## The task:
Please output every line of the material as it stands, without the pictures.

Content starts

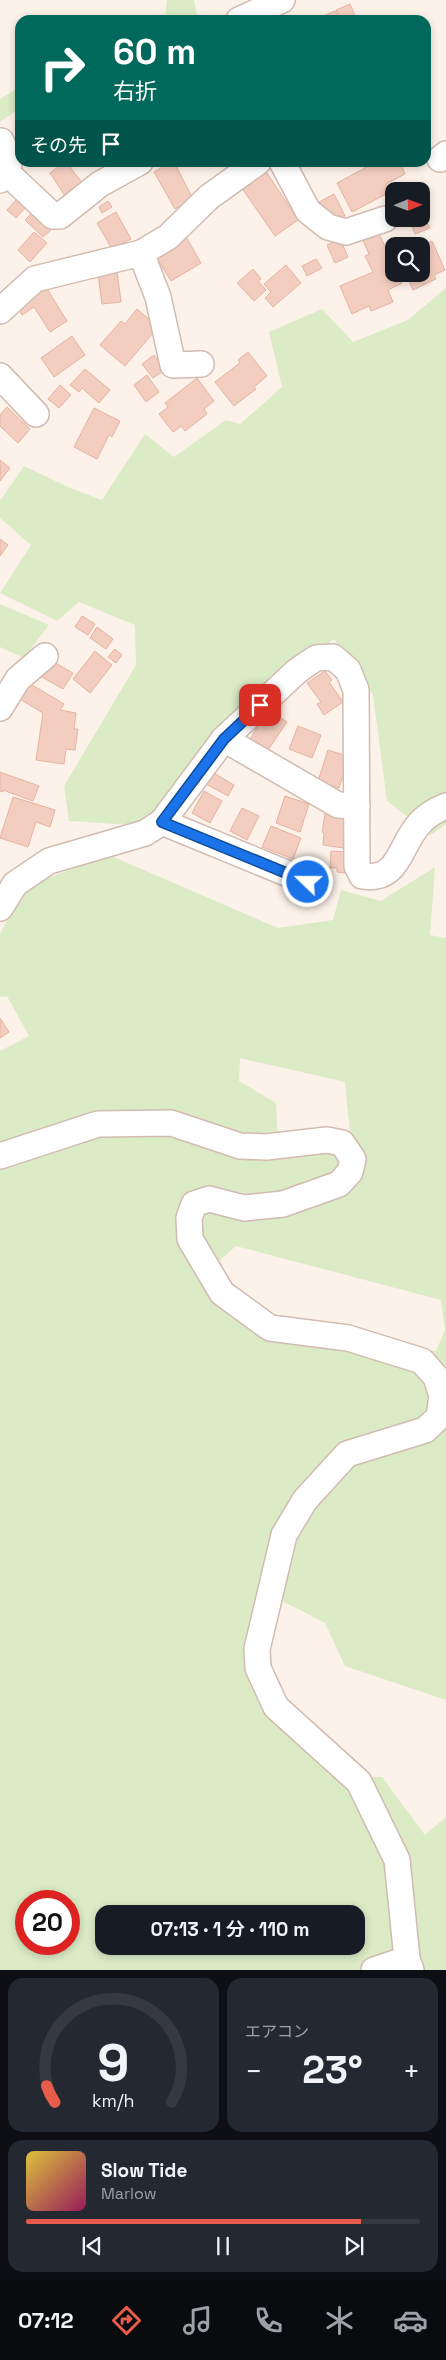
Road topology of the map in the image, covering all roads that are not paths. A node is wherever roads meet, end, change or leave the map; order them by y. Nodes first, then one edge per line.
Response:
1 (282, 0) edge
2 (250, 15) edge
3 (7, 138) edge
4 (131, 167) edge
5 (251, 167) edge
6 (285, 167) edge
7 (3, 176) edge
8 (384, 219) dead end
9 (140, 253) junction
10 (0, 311) edge
11 (201, 364) dead end
12 (0, 376) edge
13 (36, 414) dead end
14 (45, 656) dead end
15 (0, 708) edge
16 (224, 739) junction
17 (356, 806) junction
18 (446, 806) edge
19 (162, 822) junction
20 (308, 882) dead end
21 (0, 908) edge
22 (0, 1156) edge
23 (409, 1965) edge
24 (374, 1970) edge

1 - 2 street
3 - 7 street
4 - 7 street
5 - 9 street
6 - 8 street
9 - 10 street
9 - 11 street
12 - 13 street
14 - 15 street
16 - 17 street
16 - 17 street
16 - 19 street
17 - 18 street
19 - 20 street
19 - 21 street
22 - 23 street
23 - 24 street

Content ends

## Finished task:
Road topology of the map in the image, covering all roads that are not paths. A node is wherever roads meet, end, change or leave the map; order them by y. Nodes first, then one edge per line.
Response:
1 (282, 0) edge
2 (250, 15) edge
3 (7, 138) edge
4 (131, 167) edge
5 (251, 167) edge
6 (285, 167) edge
7 (3, 176) edge
8 (384, 219) dead end
9 (140, 253) junction
10 (0, 311) edge
11 (201, 364) dead end
12 (0, 376) edge
13 (36, 414) dead end
14 (45, 656) dead end
15 (0, 708) edge
16 (224, 739) junction
17 (356, 806) junction
18 (446, 806) edge
19 (162, 822) junction
20 (308, 882) dead end
21 (0, 908) edge
22 (0, 1156) edge
23 (409, 1965) edge
24 (374, 1970) edge

1 - 2 street
3 - 7 street
4 - 7 street
5 - 9 street
6 - 8 street
9 - 10 street
9 - 11 street
12 - 13 street
14 - 15 street
16 - 17 street
16 - 17 street
16 - 19 street
17 - 18 street
19 - 20 street
19 - 21 street
22 - 23 street
23 - 24 street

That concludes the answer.